Now, five months later, Kim has not only taken firm control of Kookmin but is also turning it into a model for South Korea and the rest of Asia. He has cut off delinquent customers, speeded up the integration of the banks' info-tech systems, and held managers to tougher standards. Investors have applauded, driving up the share price by 64% since he took over. That has given Kookmin a market capitalization of $12.5 billion as of Mar. 26, surpassing Development Bank of Singapore for the highest market cap of any Asian bank outside of Japan and China. What's more, the enthusiasm for Kookmin has spilled over to the rest of Seoul's stock market, helping to boost the Kospi index 62% since Nov. 1. "I think the launch of Kookmin Bank served as a turning point for foreign investors to rerate Korea," says Kwon Jae Jung, research fellow at the Korea Institute of Finance.
More important, Kookmin's success is reshaping the landscape for Korean banking. The birth of the giant retail bank--it has 1,125 branches across the country and one-third of all banking assets--is forcing other local banks to follow. Market forces, not government arm-twisting, are driving consolidation. Any bank left with a limited network of branches is handicapped at a time when exposure to the big conglomerates, or chaebol, is risky and when retail banking is the key profit spinner. "The smoother-than-expected progress at Kookmin makes other banks feel that their survival is threatened," says banking analyst Lee Chang Hee at Daiwa Securities in Seoul. "Suddenly, it looks like the problem of too many banks is nearing an end."
Take Shinhan Bank. It rejected an offer of marriage from Kim's H&CB back in 2000, but today it's busy cementing alliances with other financial institutions so it can emulate Kookmin's strategy of delivering insurance, brokerage, and asset-management at each branch. The market is abuzz with talk that Shinhan is pursuing Korea First Bank, while two other top banks, Hana and Koram, are negotiating a merger of their own. A series of new mergers could end the sector's cutthroat competition and dramatically boost bottom lines, which would please regulators who remember the Asian financial crisis and want banks to get more profitable.
At the new Kookmin Bank, Kim is picking up where he left off at H&CB. There, on the eve of the merger, he famously cut off fresh credit to floundering chipmaker Hynix Semiconductor. Helped by the country's 3% growth rate last year, the newly merged Kookmin reported a 24% jump in profits, to $2.8 billion, over the Kookmin-H&CB total in 2000. And Kookmin officials are confident that profits will rise by at least a further 20% this year. Revenues rose 13.5% last year, to $12.6 billion.

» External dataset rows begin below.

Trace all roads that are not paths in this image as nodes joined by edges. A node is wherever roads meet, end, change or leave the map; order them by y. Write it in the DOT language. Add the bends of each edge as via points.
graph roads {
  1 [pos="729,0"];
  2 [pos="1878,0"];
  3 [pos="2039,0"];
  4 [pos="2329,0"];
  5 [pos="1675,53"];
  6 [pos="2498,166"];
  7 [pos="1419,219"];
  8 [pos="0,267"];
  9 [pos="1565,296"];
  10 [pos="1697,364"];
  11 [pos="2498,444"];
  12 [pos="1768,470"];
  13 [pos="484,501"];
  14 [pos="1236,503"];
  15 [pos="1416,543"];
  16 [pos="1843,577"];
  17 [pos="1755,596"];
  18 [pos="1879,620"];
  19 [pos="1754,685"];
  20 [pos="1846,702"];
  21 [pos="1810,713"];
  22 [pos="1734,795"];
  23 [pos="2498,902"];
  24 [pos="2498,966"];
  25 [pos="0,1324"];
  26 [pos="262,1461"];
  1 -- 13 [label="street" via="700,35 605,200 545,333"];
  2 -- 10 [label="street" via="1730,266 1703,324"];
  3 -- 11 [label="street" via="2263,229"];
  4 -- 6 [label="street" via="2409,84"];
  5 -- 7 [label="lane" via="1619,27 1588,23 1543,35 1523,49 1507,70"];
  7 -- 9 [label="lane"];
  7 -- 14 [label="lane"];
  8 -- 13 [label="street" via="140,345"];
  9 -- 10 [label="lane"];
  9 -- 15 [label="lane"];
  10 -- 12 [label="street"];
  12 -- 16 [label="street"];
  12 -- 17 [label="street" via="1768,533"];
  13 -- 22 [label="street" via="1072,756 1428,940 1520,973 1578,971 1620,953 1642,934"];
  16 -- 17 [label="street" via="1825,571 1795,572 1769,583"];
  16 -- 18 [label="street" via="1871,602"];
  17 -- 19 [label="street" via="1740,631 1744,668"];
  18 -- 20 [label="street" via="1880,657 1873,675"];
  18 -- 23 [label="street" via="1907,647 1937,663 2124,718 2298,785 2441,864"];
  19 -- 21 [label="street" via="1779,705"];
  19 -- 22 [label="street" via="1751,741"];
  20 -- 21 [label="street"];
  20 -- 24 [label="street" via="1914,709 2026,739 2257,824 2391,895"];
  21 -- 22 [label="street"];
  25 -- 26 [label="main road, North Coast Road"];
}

Without firing staff or shutting branches, Kim, 54, who worked at brokerage firms for 23 years before taking over H&CB in 1998, has moved aggressively to adopt modern practices. He started by declaring that the bank must choose one computer system, departing from the usual practice in Korean mergers of compromising by maintaining different systems. H&CB's system won. In March, Kim reshuffled senior managers based on their performance over the first four months of the merger. "We are asked to accept enormous changes at a scary pace," says Park Ji Woo, a deputy general manager from the old Kookmin. "Some of my colleagues are hurt, but we know we're heading in the right direction."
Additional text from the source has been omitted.